Élections Québec 2014

La mise en fiducie n’est pas suffisante, dit le chien de garde des députés

QUÉBEC

 — L’empire médiatique de Pierre Karl Péladeau a une capacité « d’influencer » la population et ne saurait être considéré comme une entreprise ordinaire, estime l’ex-juge en chef Claude Bisson, jurisconsulte de l’Assemblée nationale.

Pour lui, ce n’est pas le fait que les médias de Québecor puissent obtenir des contrats de publicité du gouvernement qui place Pierre Karl Péladeau dans une situation tout à fait particulière s’il est élu. Même dans une fiducie sans droit de regard, tout le monde saura qu’il est l’actionnaire majoritaire d’une entreprise qui a la rare capacité d’influencer la population.
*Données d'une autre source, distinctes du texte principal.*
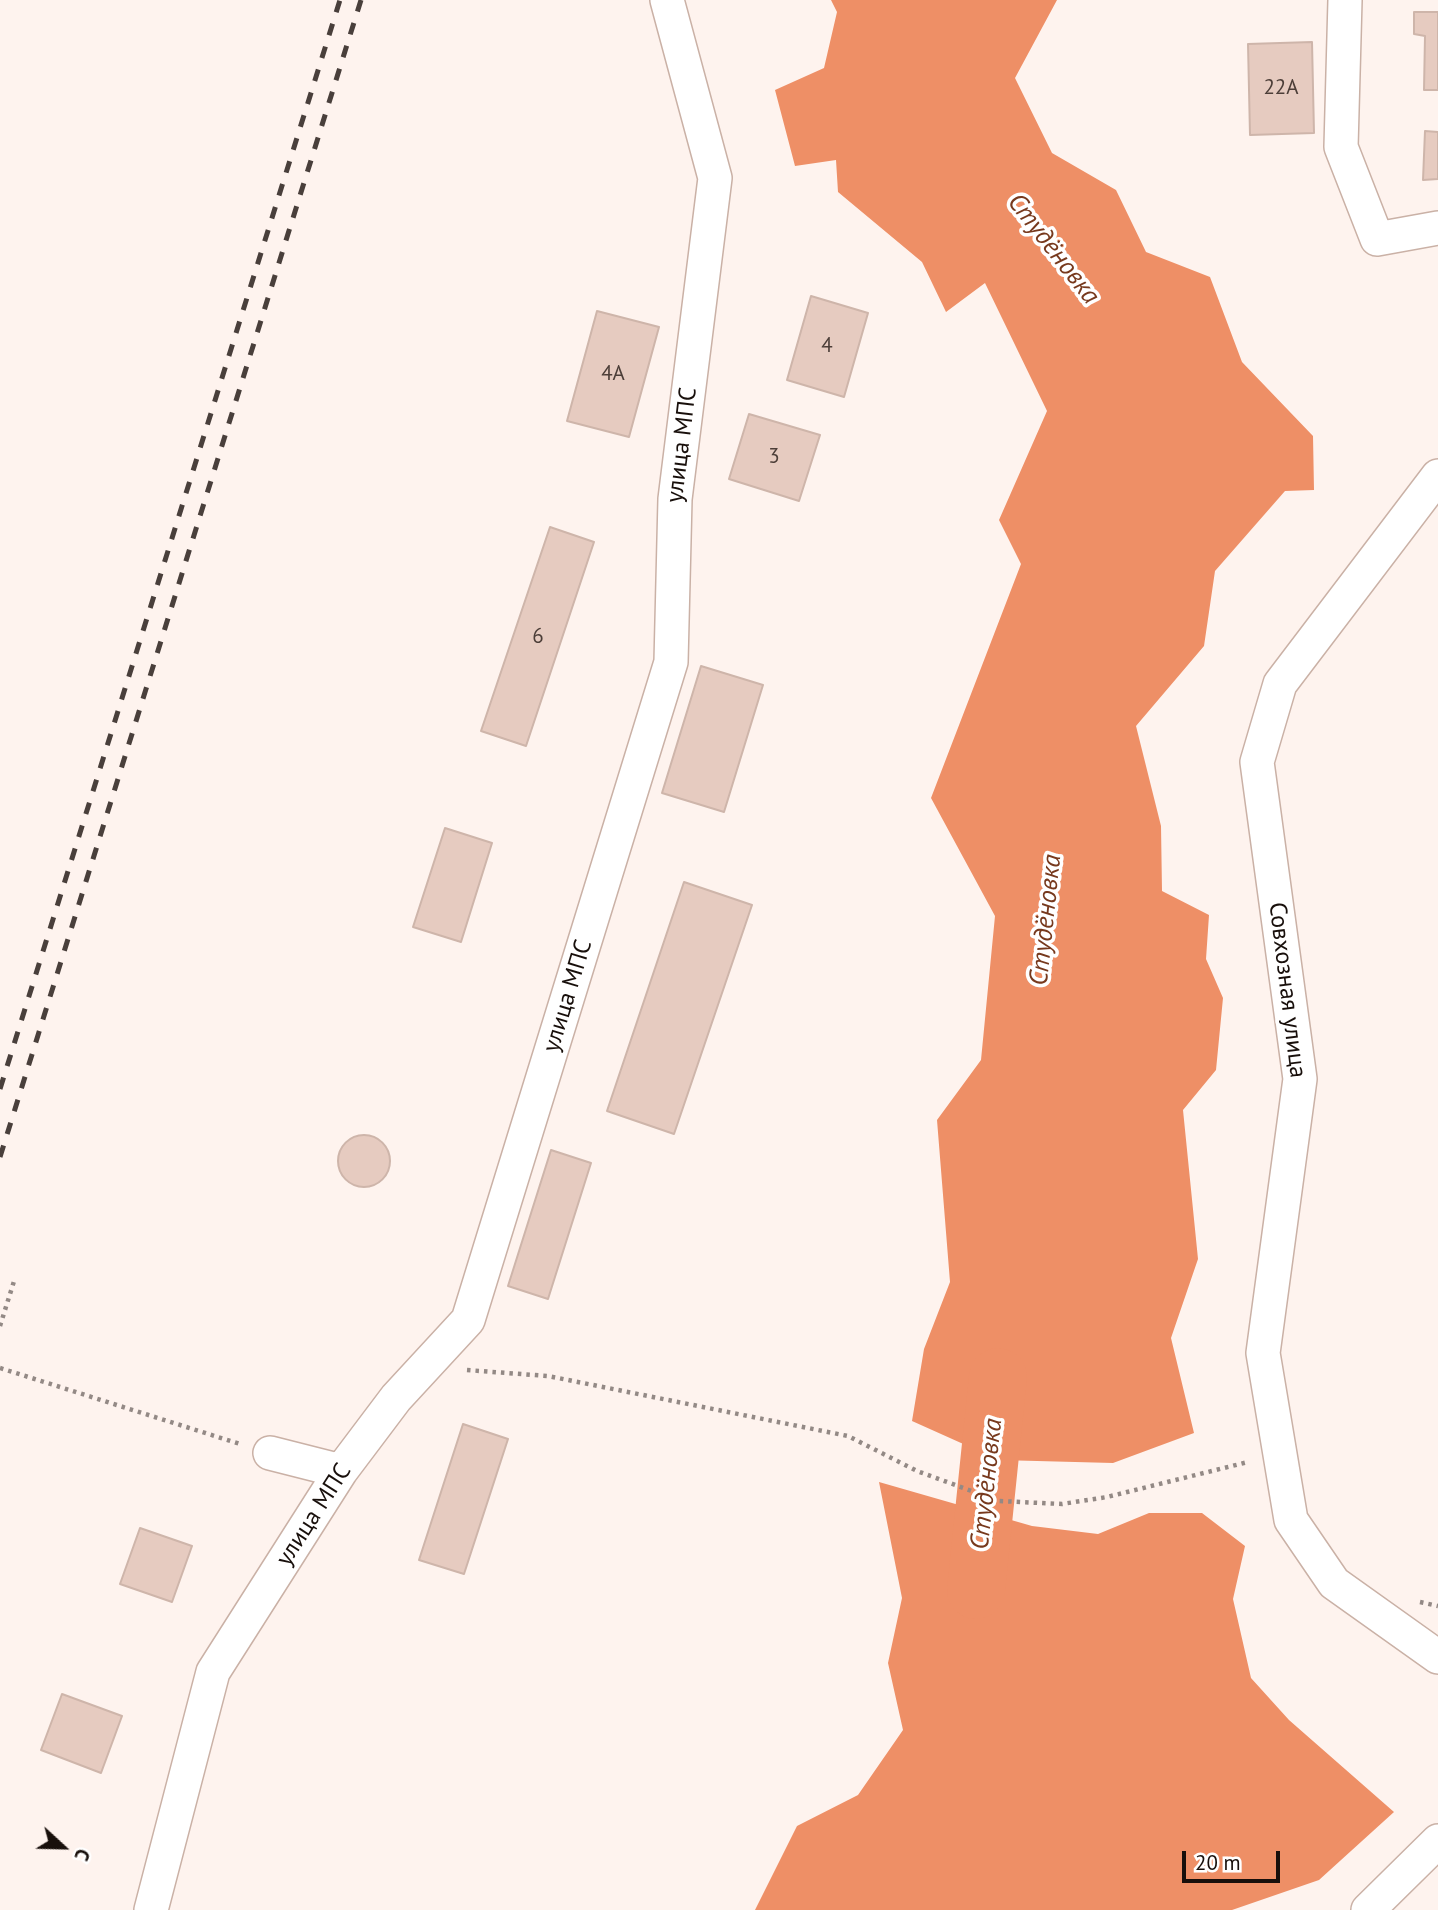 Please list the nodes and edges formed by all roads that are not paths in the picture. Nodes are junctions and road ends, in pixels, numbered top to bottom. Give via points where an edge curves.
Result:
1 (667, 0) edge
2 (1345, 0) edge
3 (1438, 228) edge
4 (1438, 476) edge
5 (270, 1453) road end
6 (341, 1471) junction
7 (1438, 1657) edge
8 (1438, 1841) edge
9 (151, 1910) edge
10 (1368, 1910) edge

1 - 6 street, улица МПС via 715,178 675,499 671,662 468,1320 396,1398
2 - 3 street via 1341,147 1377,239
4 - 7 street, Совхозная улица via 1280,684 1257,762 1300,1079 1264,1353 1291,1520 1334,1584
5 - 6 street
6 - 9 street, улица МПС via 213,1672
8 - 10 street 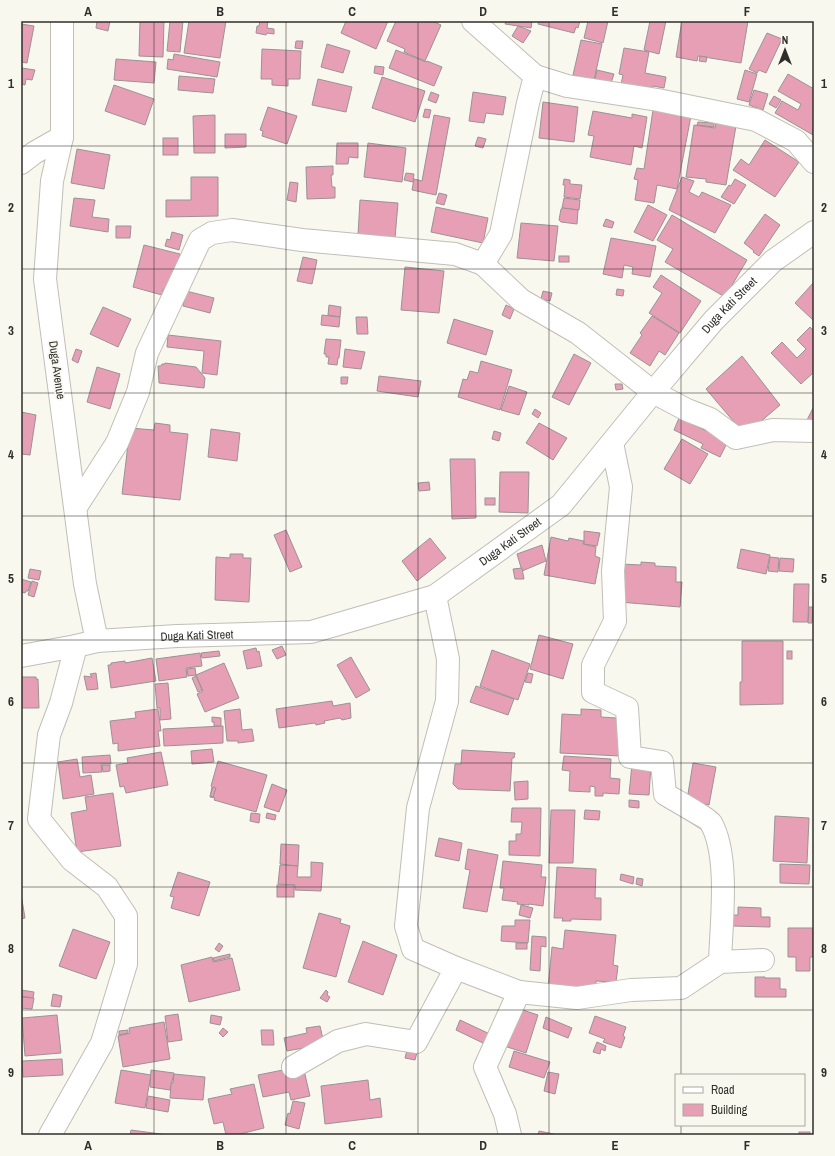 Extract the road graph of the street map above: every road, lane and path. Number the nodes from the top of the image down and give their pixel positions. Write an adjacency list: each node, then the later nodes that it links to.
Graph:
1 (62, 21): 4 (street, Duga Avenue)
2 (473, 21): 3 (street)
3 (536, 76): 5 (street); 8 (street)
4 (62, 137): 6 (street); 12 (street, Duga Avenue)
5 (814, 162)
6 (21, 163)
7 (814, 232): 9 (street, Duga Kati Street)
8 (484, 264): 9 (street); 12 (street)
9 (653, 392): 10 (street); 11 (street, Duga Kati Street)
10 (814, 430)
11 (612, 443): 13 (street, Duga Kati Street); 17 (street)
12 (76, 507): 14 (street, Duga Avenue)
13 (435, 596): 14 (street, Duga Kati Street); 18 (street)
14 (86, 644): 15 (street); 21 (street)
15 (21, 656)
16 (763, 960): 17 (street)
17 (720, 962): 19 (street)
18 (456, 968): 19 (street); 20 (street)
19 (519, 992): 22 (street)
20 (293, 1067)
21 (50, 1135)
22 (510, 1135) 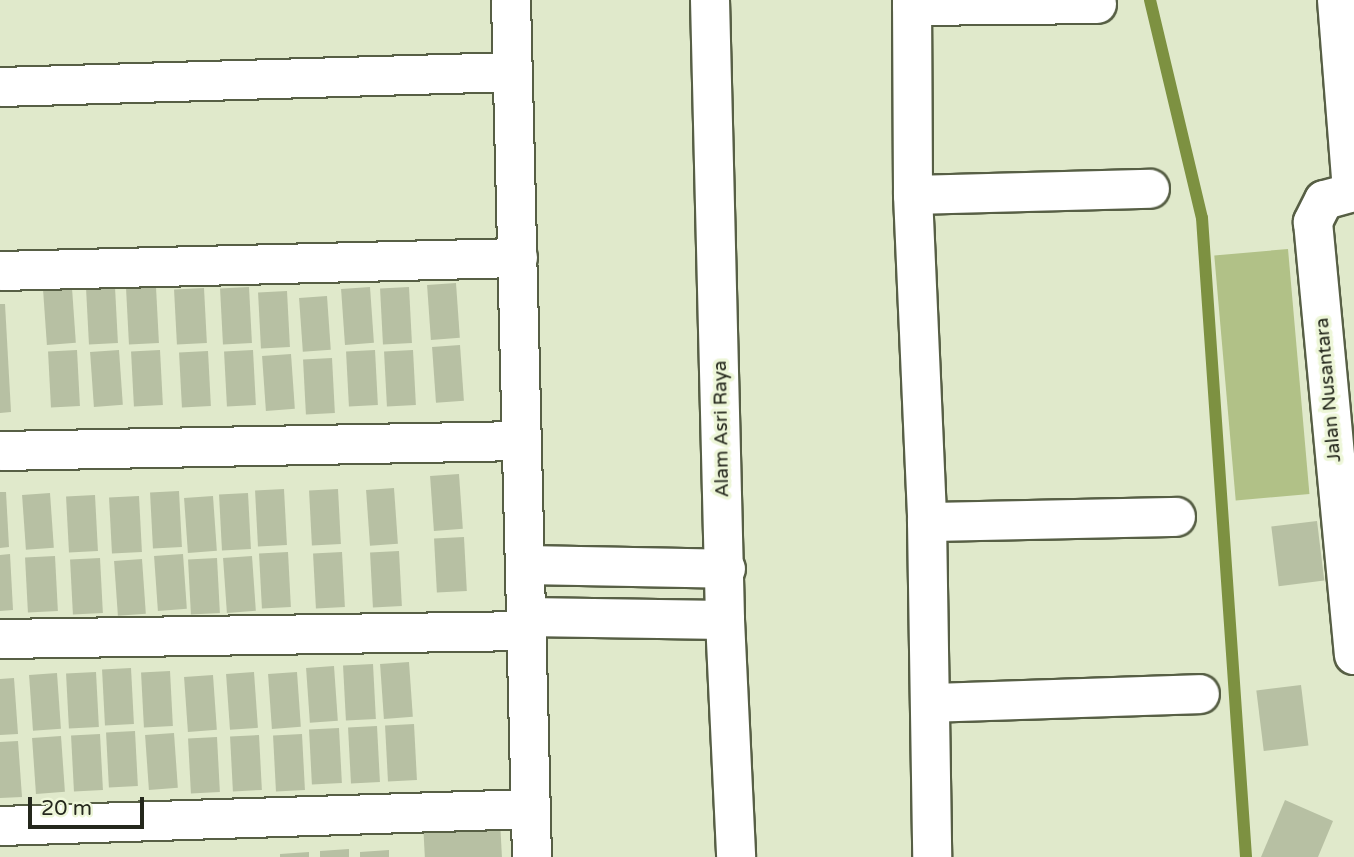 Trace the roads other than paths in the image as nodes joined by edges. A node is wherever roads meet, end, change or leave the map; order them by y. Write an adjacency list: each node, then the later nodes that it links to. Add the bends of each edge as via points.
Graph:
1 (511, 0): 6 (street)
2 (710, 0): 20 (street, Alam Asri Raya)
3 (1337, 0): 9 (street)
4 (912, 3): 5 (street); 10 (street)
5 (1097, 4)
6 (513, 72): 7 (street); 11 (street)
7 (0, 87)
8 (1150, 189): 10 (street)
9 (1353, 192): 13 (street, Jalan Nusantara, via 1324,200 1313,222)
10 (913, 195): 17 (street)
11 (518, 258): 12 (street); 14 (street)
12 (0, 271)
13 (1341, 376): 18 (street, Jalan Nusantara)
14 (522, 441): 15 (street); 19 (street)
15 (0, 451)
16 (1176, 517): 17 (street)
17 (927, 522): 26 (street)
18 (1349, 552): 24 (street, Jalan Nusantara)
19 (526, 565): 20 (street); 22 (street)
20 (726, 569): 21 (street, Alam Asri Raya)
21 (725, 620): 22 (street); 30 (street, Alam Asri Raya)
22 (527, 624): 23 (street); 27 (street)
23 (0, 639)
24 (1354, 654)
25 (1200, 694): 26 (street)
26 (931, 703): 31 (street)
27 (531, 809): 28 (street); 29 (street)
28 (0, 827)
29 (533, 857)
30 (736, 857)
31 (932, 857) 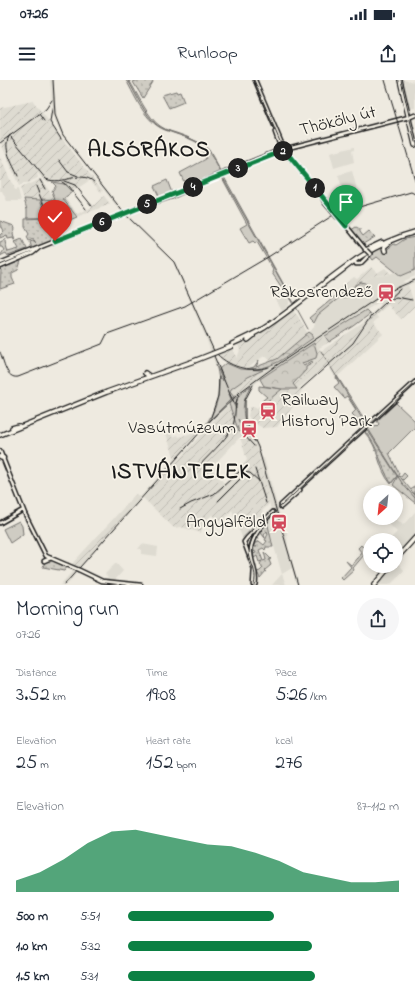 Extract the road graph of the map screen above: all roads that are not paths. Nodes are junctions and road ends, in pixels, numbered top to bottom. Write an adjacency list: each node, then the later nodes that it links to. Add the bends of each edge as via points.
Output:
1 (255, 80): 5 (main road)
2 (401, 80): 4 (main road)
3 (415, 115): 4 (main road, Thököly út)
4 (408, 118): 6 (main road); 7 (main road); 8 (main road, Thököly út, via 325,137)
5 (277, 137): 8 (main road); 8 (main road)
6 (415, 137)
7 (415, 145)
8 (283, 150): 9 (main road); 16 (main road, Thököly út, bridge)
9 (335, 213): 11 (main road); 11 (main road)
10 (415, 233): 13 (main road)
11 (357, 241): 14 (main road)
12 (382, 242): 13 (main road); 14 (main road)
13 (389, 242): 15 (main road, via 384,247); 17 (main road); 20 (main road, via 363,254)
14 (366, 249): 17 (main road, bridge, via 370,254)
15 (385, 250)
16 (33, 252): 18 (main road); 19 (main road)
17 (358, 262): 22 (main road); 22 (main road)
18 (0, 263)
19 (0, 267)
20 (339, 270): 21 (main road); 24 (main road)
21 (325, 278)
22 (331, 278): 24 (main road)
23 (265, 324): 24 (main road)
24 (260, 332): 25 (main road); 25 (main road)
25 (232, 345): 27 (main road, bridge)
26 (177, 362): 27 (main road)
27 (181, 366): 29 (main road)
28 (142, 379): 29 (main road); 29 (main road); 29 (main road, via 144,373); 31 (main road)
29 (148, 379)
30 (415, 383): 35 (main road)
31 (24, 425): 32 (main road); 33 (main road); 33 (main road)
32 (12, 428)
33 (0, 435)
34 (1, 455): 36 (main road)
35 (281, 506)
36 (24, 510): 39 (main road); 45 (main road)
37 (273, 513): 38 (main road)
38 (266, 520): 40 (main road); 42 (main road)
39 (0, 523)
40 (252, 533): 42 (main road, via 256,535); 43 (main road, via 244,542)
41 (415, 537): 44 (main road)
42 (255, 538): 43 (main road)
43 (249, 552): 49 (main road, via 256,573)
44 (403, 552)
45 (49, 556): 46 (main road); 48 (main road, bridge, via 98,580)
46 (44, 561)
47 (384, 573): 50 (main road)
48 (142, 585)
49 (254, 585)
50 (374, 585)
Jurisconsulte à l’Assemblée nationale depuis 18 ans, l’ex-juge en chef Claude Bisson a vu son rôle profondément modifié il y a deux ans avec l’apparition d’un poste de commissaire à l’éthique à l’Assemblée nationale. Il ne s’occupe plus désormais que des avis que peuvent lui demander des députés. Mais, dans le passé, les questions relatives au droit d’un élu de détenir des entreprises tombaient automatiquement sur son bureau.

« À l’époque, les ministres étaient régis par les directives du premier ministre. Cela a changé complètement depuis la nomination du commissaire à l’éthique », a-t-il indiqué lorsque La Presse l’a joint chez lui.

Quand on lui demande s’il voit un problème au fait qu’un élu soit propriétaire de la majorité des actions d’une société, le juge Bisson répond sans hésiter : « Cela dépend. Si c’est le cas d’une société comme Bombardier Produits récréatifs, c’est bien différent que l’ancien patron et l’actionnaire majoritaire d’une entreprise de communications, d’une entreprise de presse. »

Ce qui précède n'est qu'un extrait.